The Ombudsman has made a series of recommendations in relation to taxation as part of the COVID-19 Recovery plan:
- Optional single payment to the ATO to cover PAYG(W) superannuation guarantee and GST.
- Period of review for small business tax returns to be one year following lodgement.
- Abolish Fringe Benefits Tax for small business.
- Permanent small business instant asset tax writeoff of $150k.
“The coming months will be critical for Australian small businesses as they try to get back on their feet in this post-COVID-19 recovery phase,” says Ms Carnell.
“There has never been a tougher time to be in business. The last thing small businesses need is the stress of complying with overly complicated processes while trying to. Balance their cash flow.”
“Over recent decades, small business owners have been burdened with the requirement to withhold tax from employees’ wages (PAYGW), the additional superannuation guarantee and the GST. This has shifted administration responsibilities from the government to small businesses, which face significant penalties and interest if an honest mistake is made.
“Our plan recommends the ATO should develop a solution that enables the employer to meet these obligations with a single payment to the ATO on each payroll run or monthly. It would need to be phased in to give small businesses the chance to manage their cash flow accordingly.
“While most small businesses pay their dues, ATO audits can be conducted as much as five years in arrears, which is incredibly disruptive and distressing. Our plan notes the ATO has enough timely data to identify non-compliance within a year of lodgement. When an unintentional error is found, the small business should be given the opportunity to rectify it.

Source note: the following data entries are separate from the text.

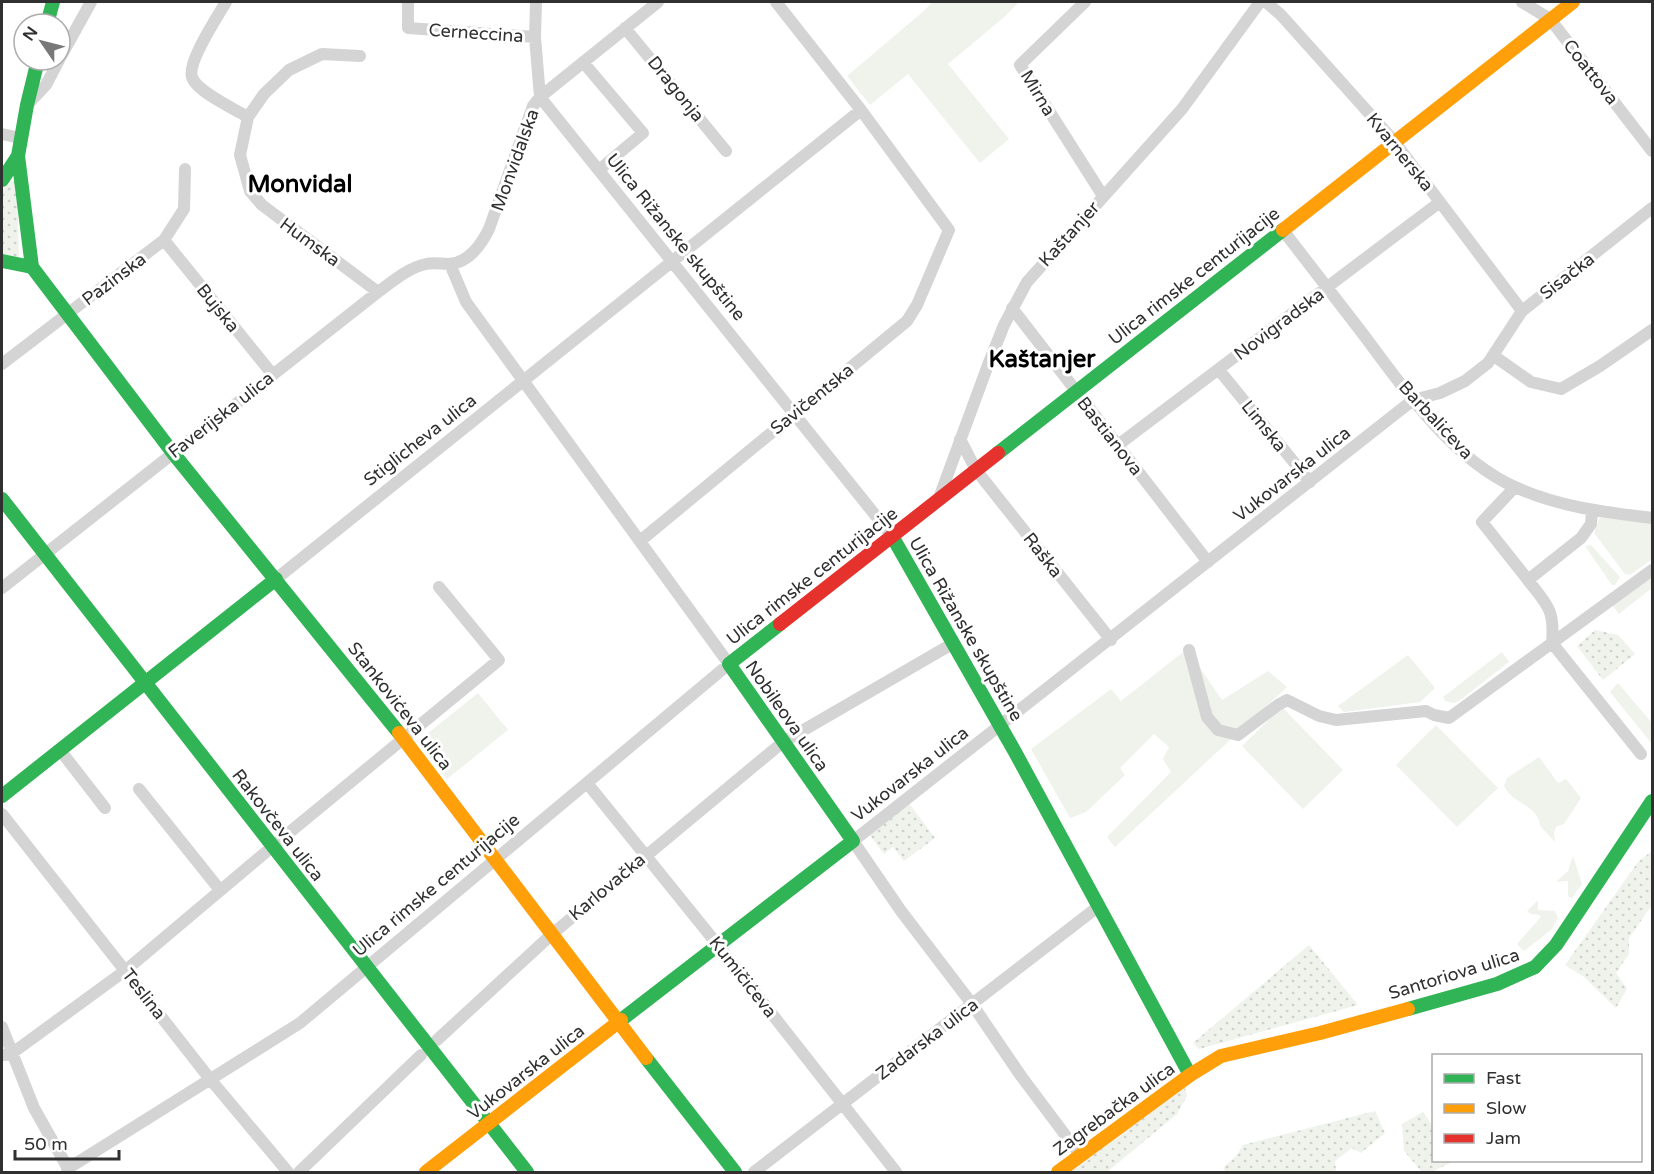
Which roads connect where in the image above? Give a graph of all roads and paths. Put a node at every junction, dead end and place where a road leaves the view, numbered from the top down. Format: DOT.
graph roads {
  1 [pos="91,2"];
  2 [pos="226,2"];
  3 [pos="408,2"];
  4 [pos="536,2"];
  5 [pos="658,2"];
  6 [pos="776,2"];
  7 [pos="1085,2"];
  8 [pos="1260,2"];
  9 [pos="1266,2"];
  10 [pos="1522,2"];
  11 [pos="1573,2"];
  12 [pos="1550,19"];
  13 [pos="625,28"];
  14 [pos="72,37"];
  15 [pos="535,38"];
  16 [pos="360,56"];
  17 [pos="584,62"];
  18 [pos="35,72"];
  19 [pos="53,72"];
  20 [pos="540,98"];
  21 [pos="27,105"];
  22 [pos="861,110"];
  23 [pos="248,117"];
  24 [pos="2,134"];
  25 [pos="20,138"];
  26 [pos="1394,141"];
  27 [pos="726,151"];
  28 [pos="1653,152"];
  29 [pos="18,156"];
  30 [pos="185,169"];
  31 [pos="599,170"];
  32 [pos="2,180"];
  33 [pos="1103,196"];
  34 [pos="1440,202"];
  35 [pos="1653,208"];
  36 [pos="1282,229"];
  37 [pos="164,240"];
  38 [pos="2,261"];
  39 [pos="672,262"];
  40 [pos="450,264"];
  41 [pos="32,267"];
  42 [pos="1328,288"];
  43 [pos="378,292"];
  44 [pos="1012,308"];
  45 [pos="1522,311"];
  46 [pos="67,315"];
  47 [pos="1653,330"];
  48 [pos="1494,356"];
  49 [pos="2,364"];
  50 [pos="1219,370"];
  51 [pos="273,375"];
  52 [pos="523,381"];
  53 [pos="1075,392"];
  54 [pos="1413,400"];
  55 [pos="794,413"];
  56 [pos="960,439"];
  57 [pos="1118,445"];
  58 [pos="173,453"];
  59 [pos="976,470"];
  60 [pos="1310,482"];
  61 [pos="1515,487"];
  62 [pos="2,499"];
  63 [pos="938,500"];
  64 [pos="1592,511"];
  65 [pos="1653,518"];
  66 [pos="892,536"];
  67 [pos="640,541"];
  68 [pos="45,554"];
  69 [pos="1208,562"];
  70 [pos="1653,570"];
  71 [pos="276,579"];
  72 [pos="1528,580"];
  73 [pos="439,587"];
  74 [pos="2,588"];
  75 [pos="1111,640"];
  76 [pos="952,644"];
  77 [pos="1552,644"];
  78 [pos="1190,650"];
  79 [pos="729,664"];
  80 [pos="145,682"];
  81 [pos="1000,726"];
  82 [pos="404,739"];
  83 [pos="783,742"];
  84 [pos="60,750"];
  85 [pos="1641,754"];
  86 [pos="587,783"];
  87 [pos="140,789"];
  88 [pos="2,796"];
  89 [pos="1653,801"];
  90 [pos="105,808"];
  91 [pos="2,814"];
  92 [pos="279,841"];
  93 [pos="853,841"];
  94 [pos="266,852"];
  95 [pos="645,855"];
  96 [pos="496,860"];
  97 [pos="220,890"];
  98 [pos="1099,906"];
  99 [pos="551,935"];
  100 [pos="717,944"];
  101 [pos="367,967"];
  102 [pos="126,970"];
  103 [pos="972,1004"];
  104 [pos="619,1023"];
  105 [pos="2,1027"];
  106 [pos="437,1040"];
  107 [pos="6,1054"];
  108 [pos="421,1055"];
  109 [pos="1190,1076"];
  110 [pos="210,1079"];
  111 [pos="842,1105"];
  112 [pos="488,1123"];
  113 [pos="1081,1156"];
  114 [pos="69,1171"];
  115 [pos="288,1173"];
  116 [pos="299,1173"];
  117 [pos="426,1173"];
  118 [pos="526,1173"];
  119 [pos="735,1173"];
  120 [pos="754,1173"];
  121 [pos="896,1173"];
  122 [pos="1058,1173"];
  1 -- 14 [label="street"];
  2 -- 23 [label="street"];
  3 -- 15 [label="street, Cerneccina"];
  4 -- 15 [label="street, Monvidalska"];
  5 -- 13 [label="street"];
  6 -- 22 [label="street"];
  7 -- 33 [label="street, Mirna"];
  8 -- 33 [label="street, Kaštanjer"];
  9 -- 26 [label="street, Kvarnerska"];
  10 -- 12 [label="street, Coattova"];
  11 -- 12 [label="street, Ulica rimske centurijacije"];
  12 -- 26 [label="street, Ulica rimske centurijacije"];
  12 -- 28 [label="street, Coattova"];
  13 -- 17 [label="street"];
  13 -- 27 [label="street, Dragonja"];
  15 -- 20 [label="street, Monvidalska"];
  16 -- 23 [label="street, Humska"];
  17 -- 20 [label="street"];
  17 -- 31 [label="street"];
  18 -- 21 [label="street"];
  19 -- 21 [label="street"];
  20 -- 31 [label="street, Ulica Rižanske skupštine"];
  20 -- 40 [label="street, Monvidalska"];
  21 -- 25 [label="street"];
  22 -- 39 [label="street, Stiglicheva ulica"];
  22 -- 55 [label="street, Savičentska"];
  23 -- 43 [label="street, Humska"];
  24 -- 25 [label="street"];
  25 -- 29 [label="street"];
  26 -- 34 [label="street, Kvarnerska"];
  26 -- 36 [label="street, Ulica rimske centurijacije"];
  29 -- 32 [label="street"];
  29 -- 41 [label="street"];
  30 -- 37 [label="street, Pazinska"];
  31 -- 39 [label="street, Ulica Rižanske skupštine"];
  33 -- 44 [label="street, Kaštanjer"];
  34 -- 42 [label="street, Novigradska"];
  34 -- 45 [label="street, Kvarnerska"];
  35 -- 45 [label="street, Sisačka"];
  36 -- 42 [label="street, Barbalićeva"];
  36 -- 53 [label="street, Ulica rimske centurijacije"];
  37 -- 46 [label="street, Pazinska"];
  37 -- 51 [label="street, Bujska"];
  38 -- 41 [label="street"];
  39 -- 52 [label="street, Stiglicheva ulica"];
  39 -- 55 [label="street, Ulica Rižanske skupštine"];
  40 -- 43 [label="street, Faverijska ulica"];
  40 -- 52 [label="street, Nobileova ulica"];
  41 -- 46 [label="street, Stankovićeva ulica"];
  42 -- 50 [label="street, Novigradska"];
  42 -- 54 [label="street, Barbalićeva"];
  43 -- 51 [label="street, Faverijska ulica"];
  44 -- 53 [label="street, Bastianova"];
  44 -- 56 [label="street, Kaštanjer"];
  45 -- 48 [label="street, Sisačka"];
  46 -- 49 [label="street, Pazinska"];
  46 -- 58 [label="street, Stankovićeva ulica"];
  47 -- 48 [label="street"];
  48 -- 54 [label="street, Sisačka"];
  50 -- 57 [label="street, Novigradska"];
  50 -- 60 [label="street, Limska"];
  51 -- 58 [label="street, Faverijska ulica"];
  52 -- 67 [label="street, Nobileova ulica"];
  52 -- 71 [label="street, Stiglicheva ulica"];
  53 -- 57 [label="street, Bastianova"];
  53 -- 59 [label="street, Ulica rimske centurijacije"];
  54 -- 60 [label="street, Vukovarska ulica"];
  54 -- 61 [label="street, Barbalićeva"];
  55 -- 66 [label="street, Ulica Rižanske skupštine"];
  55 -- 67 [label="street, Savičentska"];
  56 -- 59 [label="street, Raška"];
  56 -- 63 [label="street, Kaštanjer"];
  57 -- 69 [label="street, Bastianova"];
  58 -- 68 [label="street, Faverijska ulica"];
  58 -- 71 [label="street, Stankovićeva ulica"];
  59 -- 63 [label="street, Ulica rimske centurijacije"];
  59 -- 75 [label="street, Raška"];
  60 -- 69 [label="street, Vukovarska ulica"];
  61 -- 64 [label="street, Barbalićeva"];
  61 -- 72 [label="street"];
  62 -- 68 [label="street, Rakovčeva ulica"];
  63 -- 66 [label="street, Ulica rimske centurijacije"];
  64 -- 65 [label="street, Barbalićeva"];
  64 -- 72 [label="street"];
  66 -- 76 [label="street, Ulica Rižanske skupštine"];
  66 -- 79 [label="street, Ulica rimske centurijacije"];
  67 -- 79 [label="street, Nobileova ulica"];
  68 -- 74 [label="street, Faverijska ulica"];
  68 -- 80 [label="street, Rakovčeva ulica"];
  69 -- 75 [label="street, Vukovarska ulica"];
  70 -- 77 [label="street"];
  71 -- 80 [label="street, Stiglicheva ulica"];
  71 -- 82 [label="street, Stankovićeva ulica"];
  72 -- 77 [label="street"];
  73 -- 82 [label="street"];
  75 -- 81 [label="street, Vukovarska ulica"];
  76 -- 81 [label="street, Ulica Rižanske skupštine"];
  76 -- 83 [label="street, Karlovačka"];
  77 -- 78 [label="street"];
  77 -- 85 [label="street"];
  79 -- 83 [label="street, Nobileova ulica"];
  79 -- 86 [label="street, Ulica rimske centurijacije"];
  80 -- 84 [label="street, Stiglicheva ulica"];
  80 -- 101 [label="street, Rakovčeva ulica"];
  81 -- 93 [label="street, Vukovarska ulica"];
  81 -- 98 [label="street, Ulica Rižanske skupštine"];
  82 -- 92 [label="street"];
  82 -- 96 [label="street, Stankovićeva ulica"];
  83 -- 93 [label="street, Nobileova ulica"];
  83 -- 95 [label="street, Karlovačka"];
  84 -- 88 [label="street, Stiglicheva ulica"];
  84 -- 90 [label="street"];
  86 -- 95 [label="street, Kumičićeva"];
  86 -- 96 [label="street, Ulica rimske centurijacije"];
  87 -- 97 [label="street"];
  89 -- 109 [label="street, Santoriova ulica"];
  91 -- 102 [label="street, Teslina"];
  93 -- 100 [label="street, Vukovarska ulica"];
  93 -- 103 [label="street, Nobileova ulica"];
  94 -- 97 [label="street"];
  95 -- 99 [label="street, Karlovačka"];
  95 -- 100 [label="street, Kumičićeva"];
  96 -- 99 [label="street, Stankovićeva ulica"];
  96 -- 101 [label="street, Ulica rimske centurijacije"];
  97 -- 102 [label="street"];
  98 -- 103 [label="street, Zadarska ulica"];
  98 -- 109 [label="street, Ulica Rižanske skupštine"];
  99 -- 104 [label="street, Stankovićeva ulica"];
  99 -- 106 [label="street, Karlovačka"];
  100 -- 104 [label="street, Vukovarska ulica"];
  100 -- 111 [label="street, Kumičićeva"];
  101 -- 110 [label="street, Ulica rimske centurijacije"];
  101 -- 112 [label="street, Rakovčeva ulica"];
  102 -- 107 [label="street"];
  102 -- 110 [label="street, Teslina"];
  103 -- 111 [label="street, Zadarska ulica"];
  103 -- 113 [label="street, Nobileova ulica"];
  104 -- 112 [label="street, Vukovarska ulica"];
  104 -- 119 [label="street, Stankovićeva ulica"];
  105 -- 107 [label="street"];
  107 -- 114 [label="street"];
  108 -- 116 [label="street"];
  109 -- 113 [label="street, Zagrebačka ulica"];
  110 -- 114 [label="street, Ulica rimske centurijacije"];
  110 -- 115 [label="street, Teslina"];
  111 -- 120 [label="street, Zadarska ulica"];
  111 -- 121 [label="street, Kumičićeva"];
  112 -- 117 [label="street, Vukovarska ulica"];
  112 -- 118 [label="street, Rakovčeva ulica"];
  113 -- 122 [label="street, Zagrebačka ulica"];
}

“Our plan recommends the Fringe Benefits Tax (FBT) be abolished for small business. As it stands, small businesses are required to pay FBT on items that large businesses provide in-house to retain staff such as meals, gyms and childcare centres and don’t have to pay FBT.
“Equally small businesses need certainty to be able to plan to buy major equipment. The Government’s recent instant asset write-off threshold increase to $150k is welcome, but most small businesses are currently focused on their survival. Our plan recommends this temporary policy be made permanent. This would significantly reduce the need for depreciation and cut red tape.

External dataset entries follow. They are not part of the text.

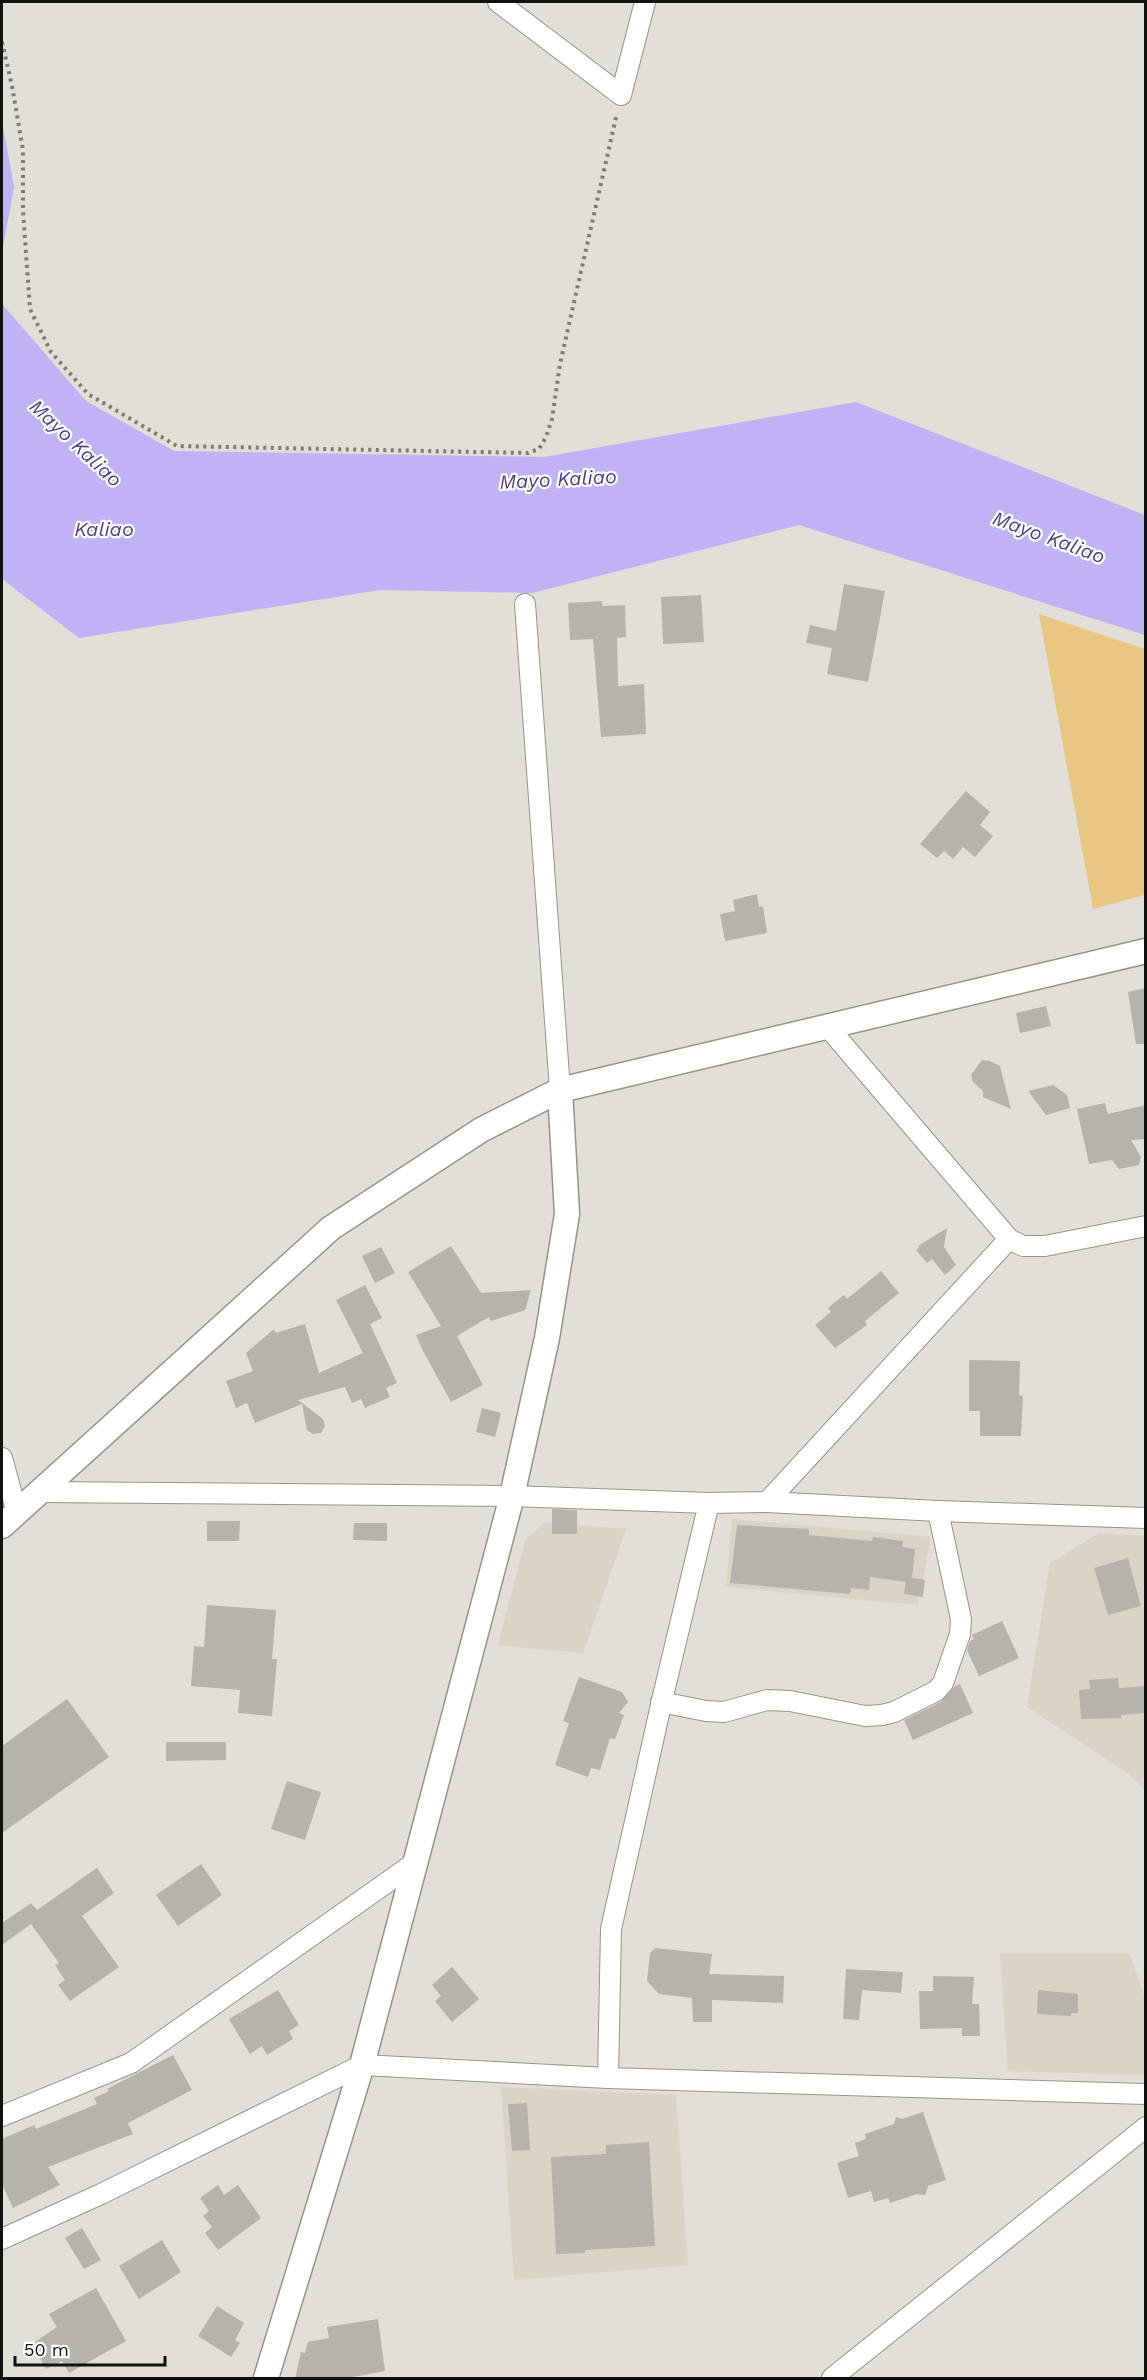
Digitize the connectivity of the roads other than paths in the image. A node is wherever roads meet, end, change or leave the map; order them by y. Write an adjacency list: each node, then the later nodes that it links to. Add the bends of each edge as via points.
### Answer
1 (498, 2): 2 (street, via 621,95)
2 (645, 2)
3 (525, 604): 6 (street)
4 (1146, 951): 5 (street)
5 (827, 1026): 6 (street); 8 (street)
6 (560, 1090): 10 (street, via 481,1131 331,1228); 11 (street, via 567,1214 548,1338)
7 (1146, 1226): 8 (street, via 1045,1246 1023,1246)
8 (1009, 1239): 12 (street)
9 (2, 1458): 16 (street)
10 (41, 1492): 11 (street); 16 (street)
11 (512, 1497): 13 (street); 18 (street)
12 (767, 1502): 13 (street); 14 (street)
13 (709, 1503): 17 (street)
14 (938, 1511): 15 (street); 17 (street, via 961,1619 947,1674 936,1691 894,1712 865,1716 790,1701 767,1700 724,1712)
15 (1146, 1518)
16 (9, 1520)
17 (661, 1702): 20 (street, via 611,1929)
18 (413, 1864): 19 (street); 22 (street, via 131,2063)
19 (362, 2065): 20 (street); 24 (street); 25 (street)
20 (608, 2078): 21 (street)
21 (1146, 2094)
22 (2, 2116)
23 (1146, 2127): 26 (street)
24 (2, 2239)
25 (266, 2379)
26 (832, 2379)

“We know the government is serious about a business-led recovery from this pandemic but success is only possible if it is balanced with the support small businesses need to get the economy firing on all cylinders again.
“Ultimately, small businesses need to be released from the burden of unnecessary regulation and onerous compliance requirements, along with the fear of ATO recovery action and severe penalties,” explains Ms Carnell.